This Week in Elder News: 16 August 2008
Millie Garfield is 83 Today

Sunday Election Issues - 17 August 2008

category_bug_politics.gif This Sunday post is a collection of links to elderblog stories about the issues that are important to understand in making our choices on who to vote for in the November election. You can read the original post announcing this feature here.

Education
• From Elaine Frankonis at Kalilily Time: Technology in the Classroom

The Race Issue
• From Sylvia K of The View From Over the Hill: Black or White – It Still Comes Down to Racism

Voting Rights
• From Gary White of Having Fun Until I Die: What Elders Can Do For Democracy

American Foreign Policy and Empire
• From Jan Adams of Happening-Here: Georgia on My Mind

Senator John McCain
• From Rain at Rainy Day Thoughts: McCain - Our Next President?

• From Ronni Bennett: No link here, just a question: Will someone explain to me why John Edwards is being crucified for philandering while an actual presidential candidate has been given a pass for cheating on his crippled wife with an heiress 20 years his junior and then divorcing his wife to marry the heiress who bankrolled his political career?

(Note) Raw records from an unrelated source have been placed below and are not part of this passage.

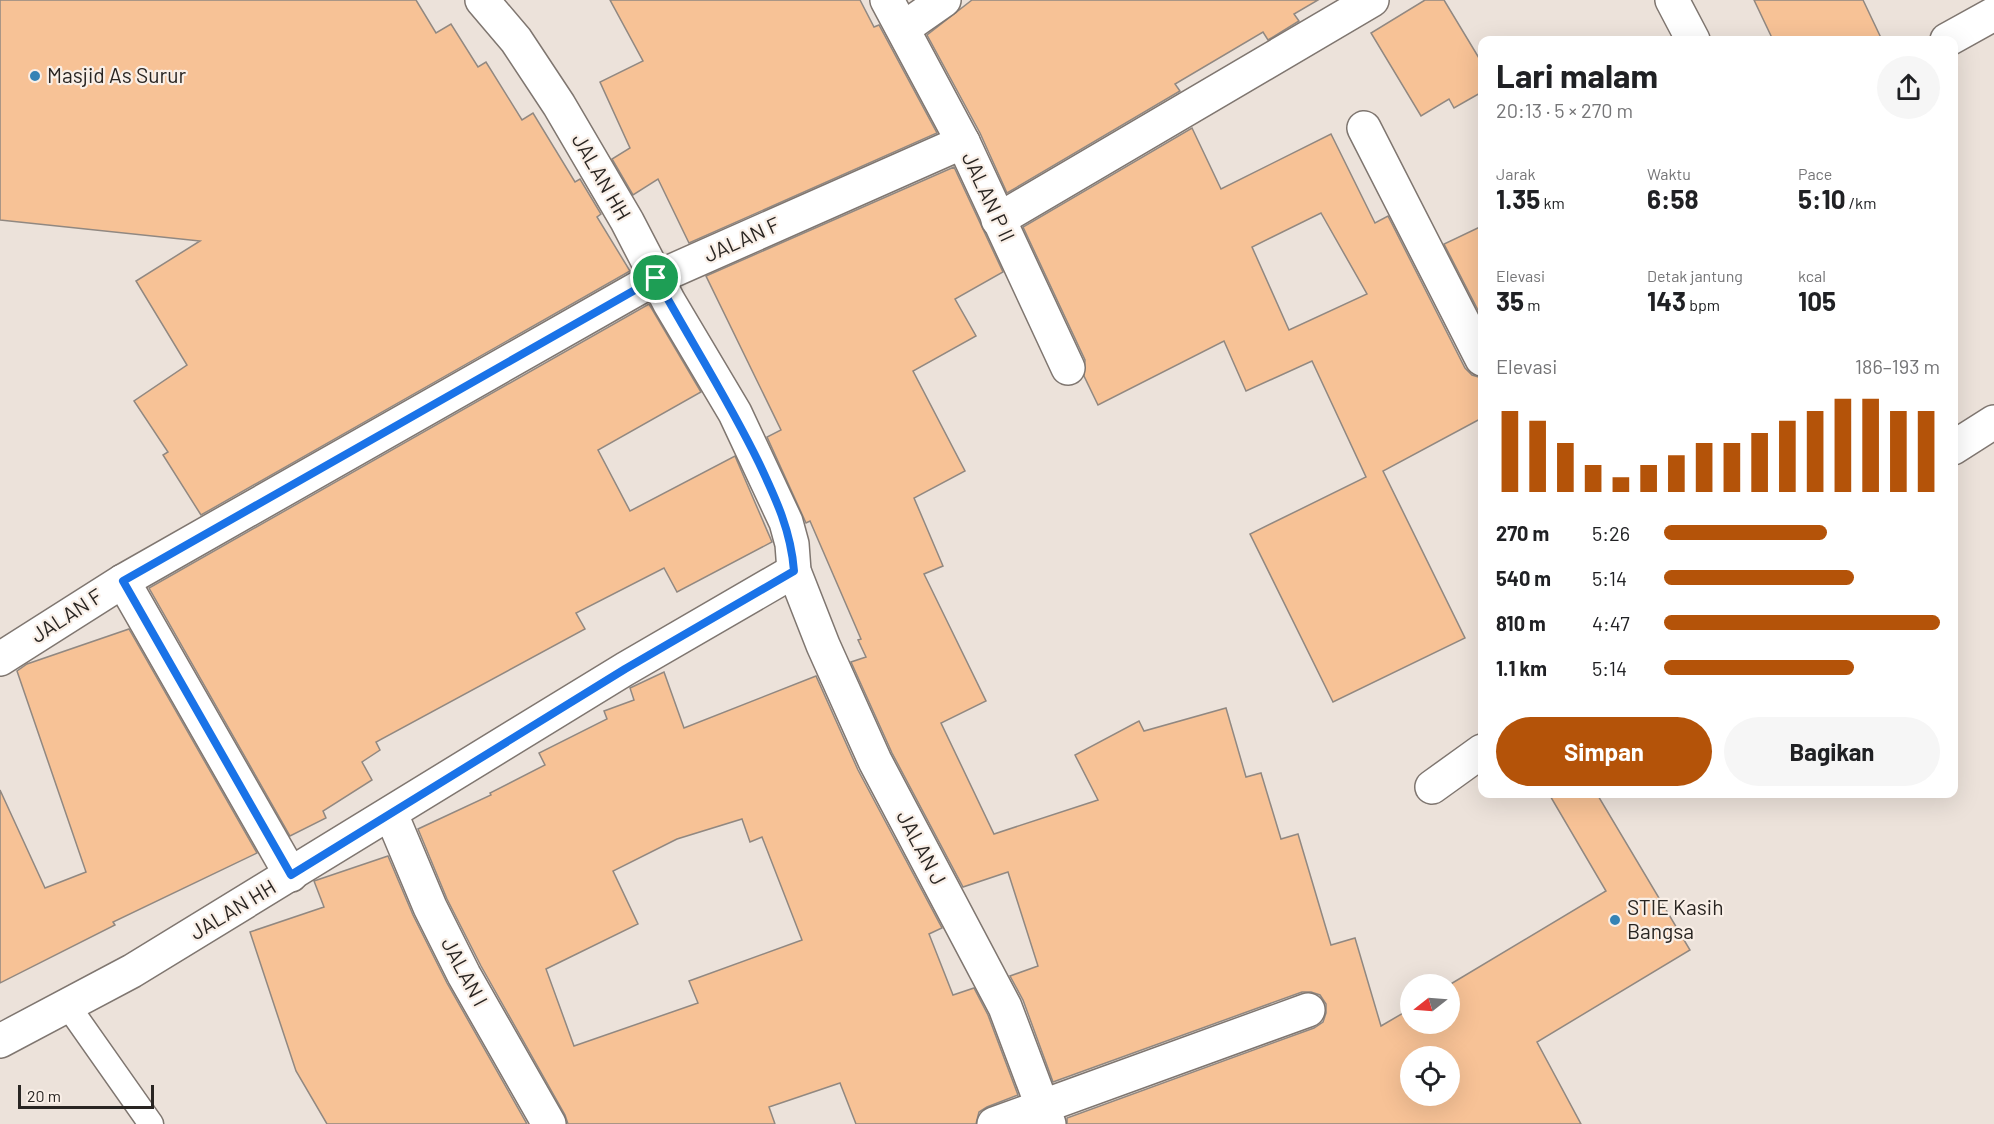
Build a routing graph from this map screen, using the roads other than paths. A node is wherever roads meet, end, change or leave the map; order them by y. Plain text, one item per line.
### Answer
1 (482, 0) edge
2 (887, 0) edge
3 (944, 0) edge
4 (1372, 0) edge
5 (1672, 0) edge
6 (1994, 14) edge
7 (904, 28) junction
8 (1691, 36) edge
9 (1954, 36) edge
10 (1364, 128) dead end
11 (963, 142) junction
12 (998, 219) junction
13 (656, 278) junction
14 (1478, 351) edge
15 (1068, 368) dead end
16 (1994, 422) edge
17 (1958, 444) edge
18 (794, 571) junction
19 (123, 581) junction
20 (0, 659) edge
21 (1478, 754) edge
22 (1432, 787) dead end
23 (391, 814) junction
24 (291, 875) junction
25 (68, 1006) junction
26 (1308, 1010) dead end
27 (0, 1041) edge
28 (1045, 1115) edge
29 (151, 1124) edge
30 (549, 1124) edge
31 (994, 1124) edge

1 - 13 street, JALAN HH
2 - 7 street, JALAN P II
3 - 7 street
4 - 12 street
5 - 8 street
6 - 9 street
7 - 11 street, JALAN P II
10 - 14 street
11 - 12 street, JALAN P II
11 - 13 street, JALAN F
12 - 15 street, JALAN P II
13 - 18 street, JALAN HH
13 - 19 street, JALAN F
16 - 17 street
18 - 23 street, JALAN HH
18 - 28 street, JALAN J
19 - 20 street, JALAN F
19 - 24 street
21 - 22 street
23 - 24 street, JALAN HH
23 - 30 street, JALAN I
24 - 25 street, JALAN HH
25 - 27 street, JALAN HH
25 - 29 lane
26 - 28 street
28 - 31 street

Marital infidelity is so common that I don’t include it among my criteria for making choices among politicians. However, if it is a “crime” for one politician to have cheated on his wife, shouldn’t the punishment be applied equally to all?

Corporate Accountability
• One of the issues not much addressed so far in this election cycle is lack of corporate accountability, exacerbated by many policies of Republicans in general and the Bush administration in particular. Here’s a ruefully amusing video on that topic titled Insurance Company Rules. [1:42 minutes]

Comments

Hey Ronni,

I'm really enjoying this Sunday roundup of elder opinion. I'm reading them all each Sunday. Loved the piece on Insurance Company Rules.

As I went down your list of blogs to check the ones I read daily, I discovered that you have included mine. Thank you, Ronnni.

Ronni said: "Marital infidelity is so common that I don’t include it among my criteria for making choices among politicians."

And this is why we get the leaders
we deserve; low expectations, poor results. Something every good teacher knows.

I think the Edwards "story" is being told and re-told because a) Mrs. Edwards is alive and struggling to survive with her illness; b) "the press" is in high dudgeon because they were lied to, and then scooped by a supermarket tabloid; c) because every inch of ink and/or second of airtime spent on the Edwards non-story is subtracted from gross APA (available public attention); d) Edwards was an enormous threat to the right-wing power-structure, particularly had he been elected Vice Pres (there could have been 16 years of Dem. presidency on the horizon); e) it's soft-core soap-opera p0rn of the type that titillates American minds without offending sensibilities. No flesh-on-flesh here, no sweat, no saliva -- just wholesome folks that the average Saddleback congregant would like to pull off their high horses once and for all because the kingdom of god has no room in it for sinners, particularly attractive sinners.

smoore: Personally, I reject the idea that what anyone does in bed and with whom is the public's business. More importantly, I don't believe marital infidelity has anything to do with a person's ability to do their job.

If we operated on that assumption, half the people in the U.S. would be out of work.

I will admit the hypocrisy is amusing when such transgressions are revealed in politicians, but it's way too commonplace to use as a determining factor in voting. There are a whole lot more, undoubtedly that we all have voted for over the years, who just haven't been caught.

But as long as American culture condemns such behavior in politicans (no one seems as concerned about it in business leaders), the public humiliation and punishment should be equally applied.

Oh, wow, good answer, Frank. And I especially like the potential 16-year Democratic presidency argument.

Many people consider FDR to have been a great president and we know he had a long term mistress of which is wife was also aware. Thomas Jefferson had children with a slave and yet he wrote the Declaration of Independence. You can go down the line and find many good presidents who were not sexually faithful but did a good job. I do not think it relates to the job the president does and if his wife disapproves, she knows what she can do about it.

What has gotten me about McCain is why the press gives him a white wash on pretty much everything he goofs up on. He not only was unfaithful to his first wife but there are stories that he has been to the current one also. The press just doesn't want to call him out for what he is. Frank Rich wrote a good piece on that in today's NYTimes. People do not know McCain like they think they do.

I was beginning to wonder if I was the only one that caught that tidbit about McCain. Thanks for pointing out the hypocrisy. While I tend to still, idealistically I suppose, expect a little more in the morality department from those who proclaim or aspire to be nationalleaders, I'm more interested in the measuring stick simply being applied equally.

IOKYAR -- It's ok if you're a Republican!